Captan especialmente mi atención los momentos cotidianos del intervalo marcado por el sonido del despertador y la llegada al trabajo. Personalmente, procuro dejármelo todo hecho por la noche (ducha, preparación del desayuno y la comida, cuidadosa selección de la ropa), de manera que por la mañana sólo tenga que lavarme, perfumarme, vestirme, maquillarme, peinarme, agarrar la bolsa de la comida y salir. La distancia entre mi casa y la parada de metro más cercana a la misma es de unos quince minutos caminando que amenizo con la compañía de la radio: a veces música, a veces noticias. Al llegar a la estación, bajo las escaleras haciendo malabares para ir quitándome el abrigo y la bufanda, de manera que al montarme en el convoy sólo tenga que preocuparme de encontrar un sitio y sentarme. Cuando lo consigo, aproximadamente un 90% de las veces, disfruto de casi treinta minutos de placentera lectura, normalmente novela, a veces prensa, otras – las menos – ensayo. Al llegar a mi destino, vuelvo al confort cálido de la caricia radiofónica mientras fumo un cigarro y bebo un zumo hasta la puerta de mi trabajo. Hasta que llego, no me gusta que me hablen. Evito hasta el máximo el contacto físico. Me hago la despistada si veo a algún compañero hasta los mismísimos límites de la educación. Y, lo crean o no, puedo asegurarles que soy una de las personas más sociables que conozco.
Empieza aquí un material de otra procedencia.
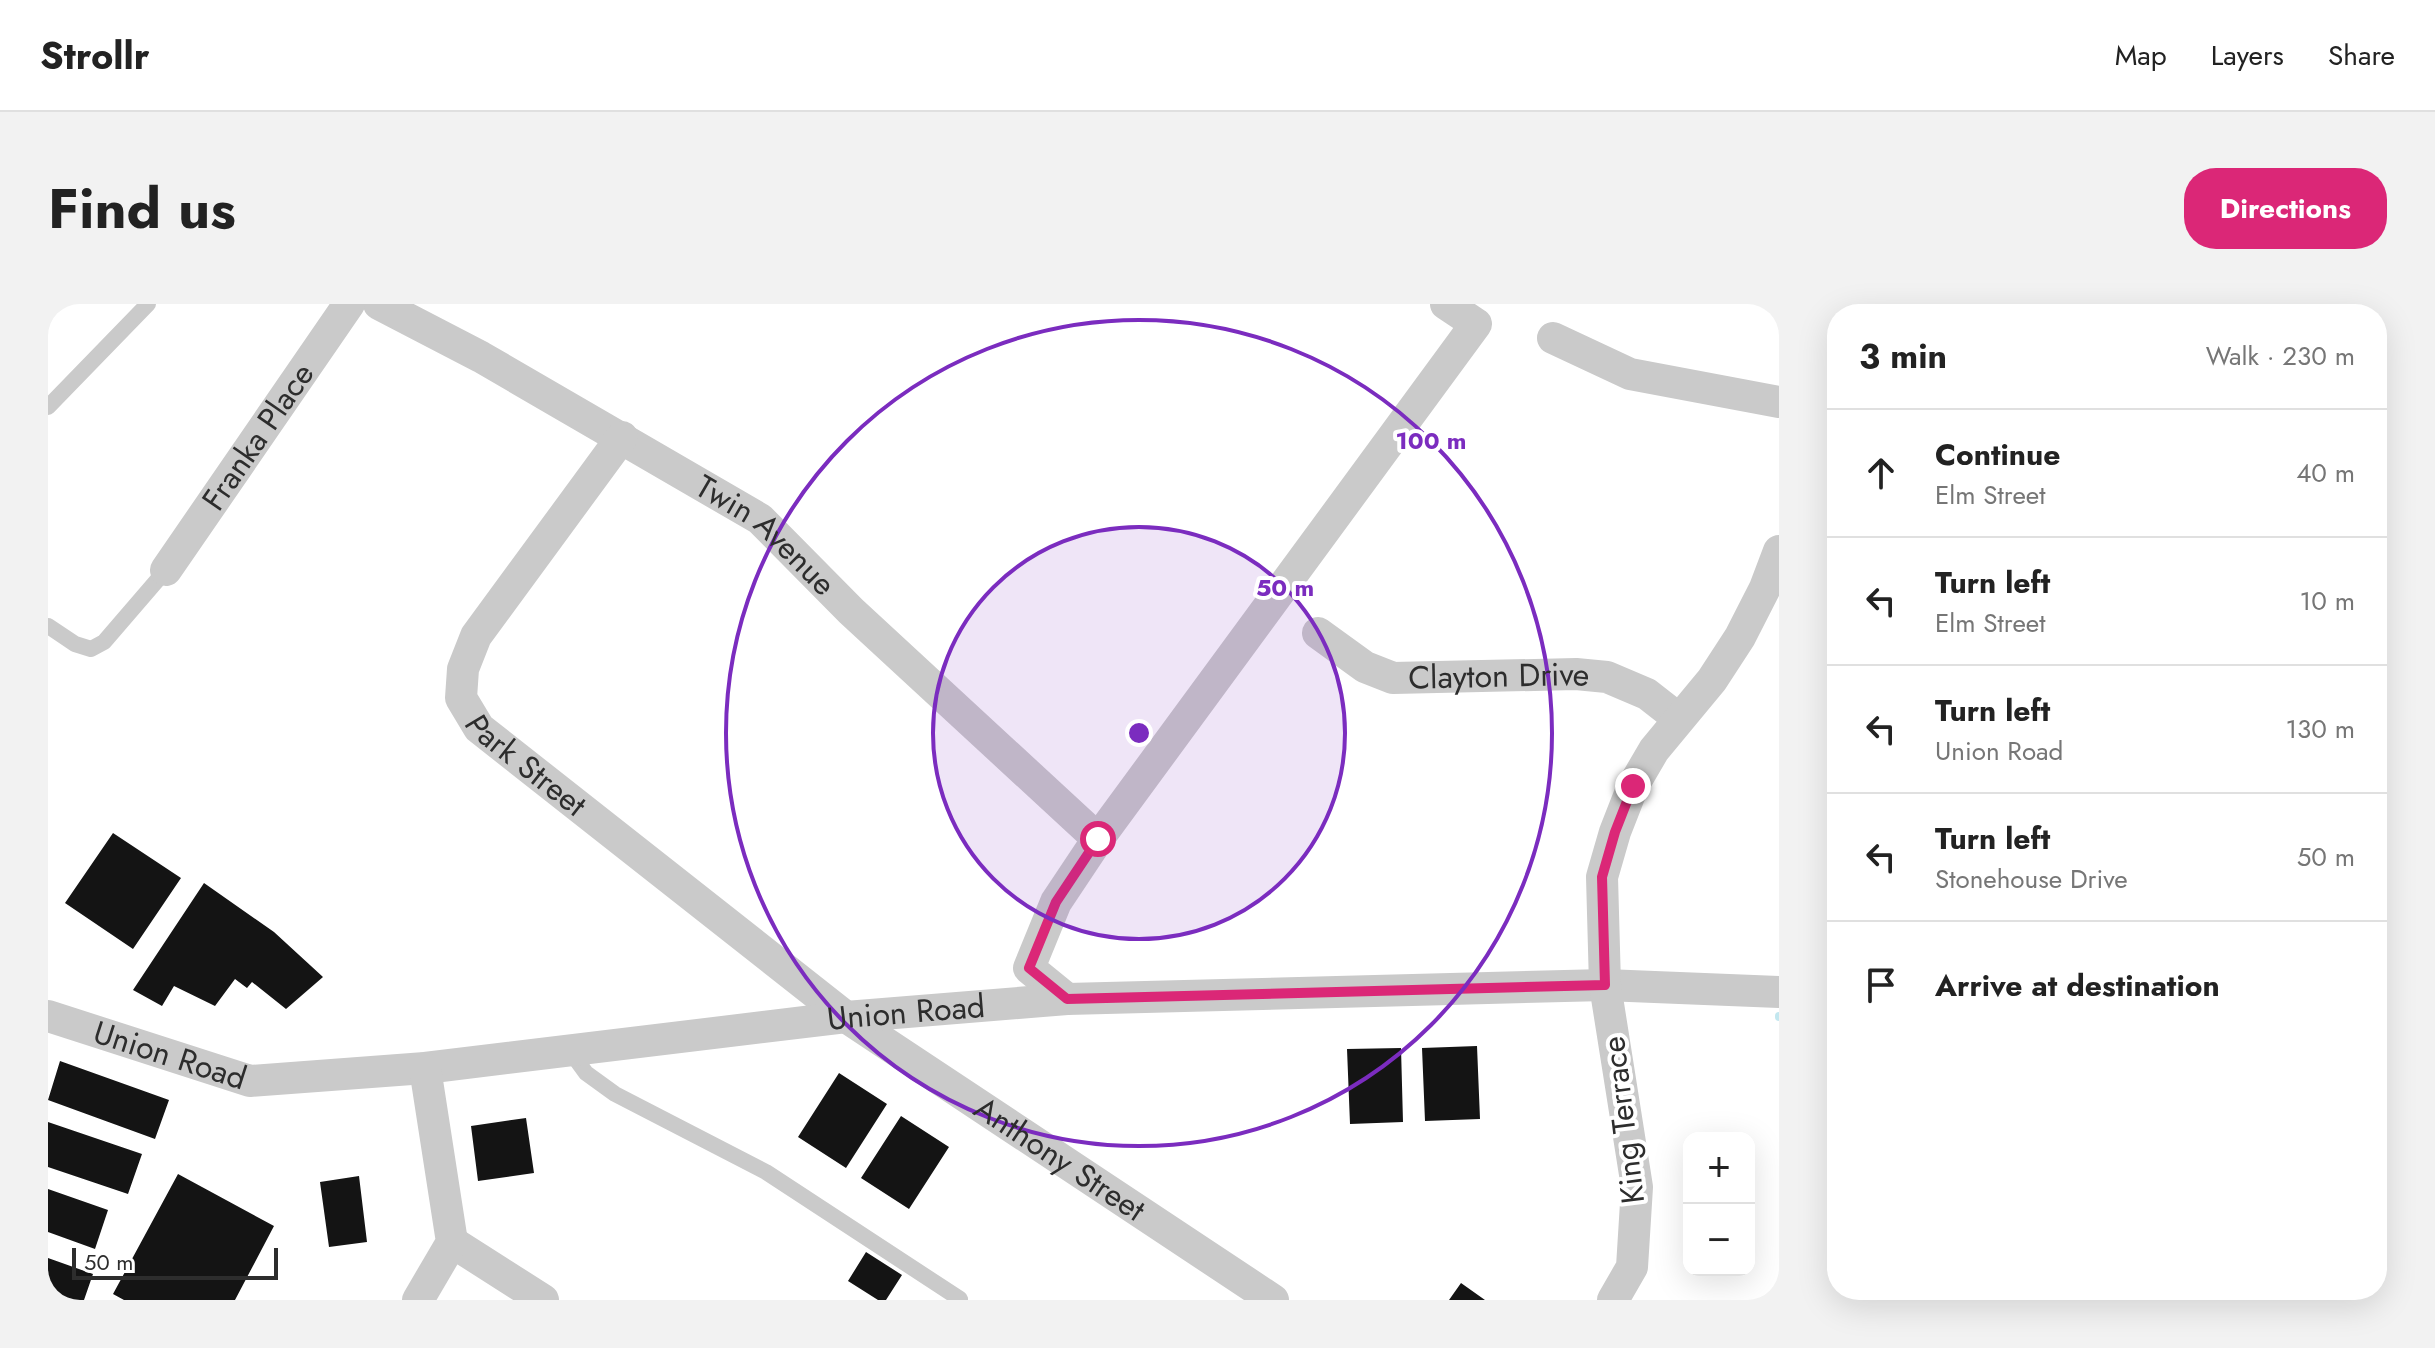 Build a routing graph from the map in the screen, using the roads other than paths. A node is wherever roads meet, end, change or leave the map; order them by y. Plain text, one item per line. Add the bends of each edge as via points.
1 (148, 304) edge
2 (349, 304) edge
3 (379, 304) edge
4 (1446, 304) edge
5 (1553, 338) dead end
6 (1779, 402) edge
7 (48, 407) edge
8 (622, 437) junction
9 (1779, 551) edge
10 (166, 570) joint
11 (48, 626) edge
12 (1318, 633) dead end
13 (1679, 719) junction
14 (1098, 839) junction
15 (1605, 985) junction
16 (1773, 992) edge
17 (1067, 999) junction
18 (48, 1016) edge
19 (846, 1017) junction
20 (570, 1051) junction
21 (425, 1068) junction
22 (452, 1242) junction
23 (960, 1299) edge
24 (418, 1300) edge
25 (543, 1300) edge
26 (1273, 1300) edge
27 (1613, 1300) edge

1 - 7 lane
2 - 10 street, Franka Place
3 - 8 street, Twin Avenue
4 - 14 street via 1476,324
5 - 6 street via 1630,374
8 - 14 street, Twin Avenue via 760,519 851,611
8 - 19 street, Park Street via 476,636 463,669 461,698 479,728
9 - 13 street, King Terrace via 1740,637
10 - 11 lane via 104,642 91,649
12 - 13 street, Clayton Drive via 1365,667 1393,678 1607,677 1647,694
13 - 15 street, King Terrace via 1633,786 1602,877
14 - 17 street via 1056,902 1029,968
15 - 16 street, Union Road
15 - 17 street, Union Road
15 - 27 street, King Terrace via 1637,1187 1632,1267
17 - 19 street, Union Road
18 - 21 street, Union Road via 250,1081
19 - 20 street, Union Road
19 - 26 street, Anthony Street
20 - 21 street, Union Road
20 - 23 lane via 586,1073 615,1094 766,1172
21 - 22 street
22 - 24 street
22 - 25 street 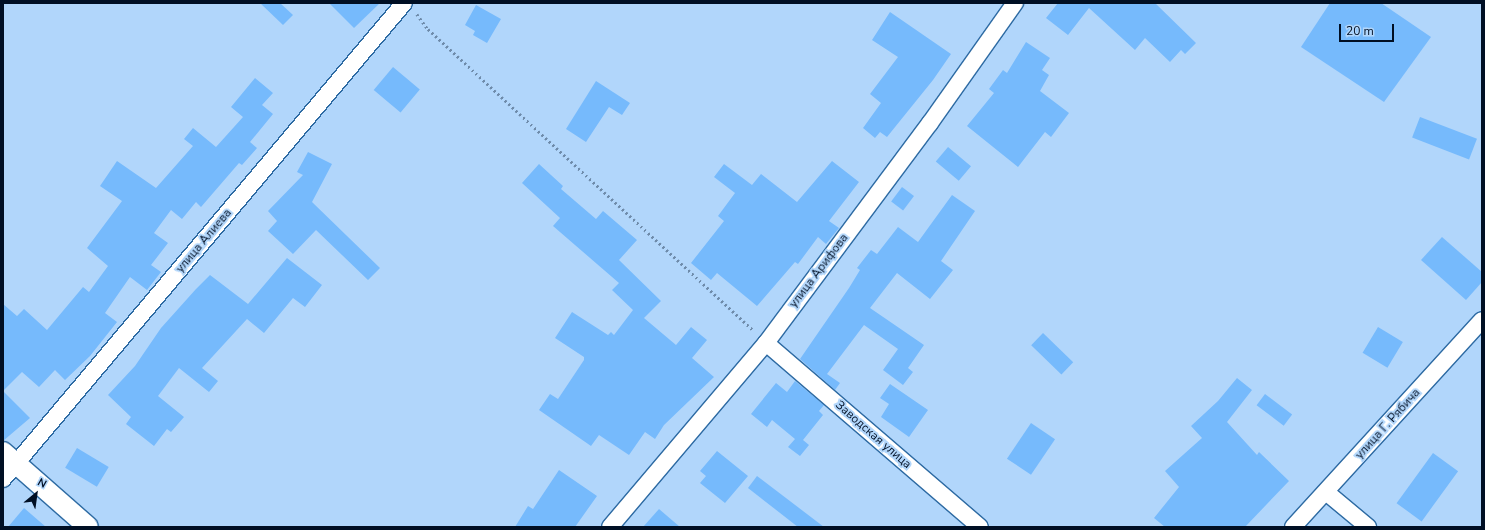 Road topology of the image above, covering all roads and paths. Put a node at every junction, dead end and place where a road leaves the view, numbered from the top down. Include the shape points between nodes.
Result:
1 (1015, 3) edge
2 (409, 6) edge
3 (1482, 320) edge
4 (766, 343) junction
5 (10, 458) edge
6 (3, 479) edge
7 (1326, 492) junction
8 (88, 527) edge
9 (610, 527) edge
10 (980, 527) edge
11 (1293, 527) edge
12 (1368, 527) edge

1 - 4 street, улица Арифова via 930,123
2 - 4 path via 428,29
2 - 5 street, улица Алиева
3 - 7 street, улица Г. Рябича
4 - 9 street, улица Арифова
4 - 10 street, Заводская улица
5 - 6 street, улица Алиева
5 - 8 street
7 - 11 street, улица Г. Рябича
7 - 12 street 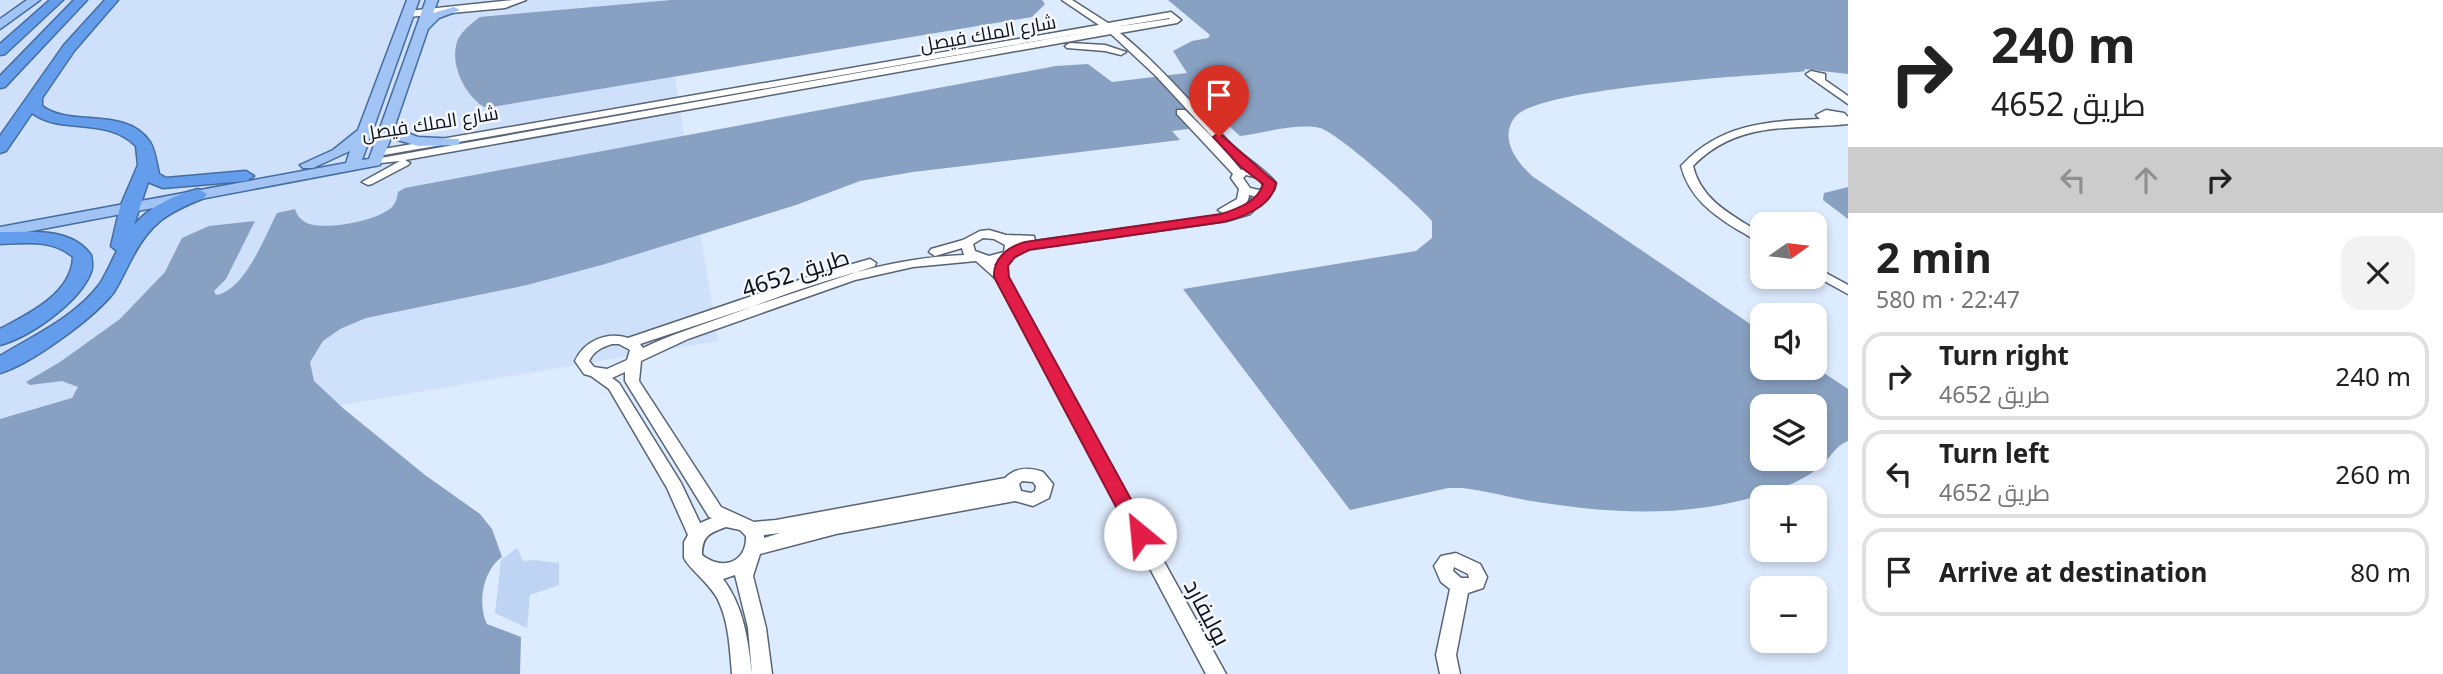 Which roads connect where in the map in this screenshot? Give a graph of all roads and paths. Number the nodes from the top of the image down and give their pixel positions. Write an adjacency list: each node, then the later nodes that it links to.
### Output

Sin embargo, queridos lectores, hay personas ahí fuera que son todo lo contrario a mí. Se levantan con horas de antelación a meditar o practicar yoga; se regalan una larga y placentera ducha seguida de una sesión de cuidados y mimos en forma de cremas, vahos, secadores y planchas; se sientan tranquilamente a desayunar café, zumo y croissant mientras leen la prensa, o ven la tele, o escuchan la radio, o sencillamente disfrutan del silencio; charlan animadamente con el portero o los vecinos al salir de casa; no corren, caminan; puede que no se muevan en transporte público, sino tranquilamente en sus vehículos privados, en los que van escuchando su música favorita; realizan llamadas telefónicas a sus seres queridos; y un largísimo etcétera etcétera sólo limitado por su propia imaginación.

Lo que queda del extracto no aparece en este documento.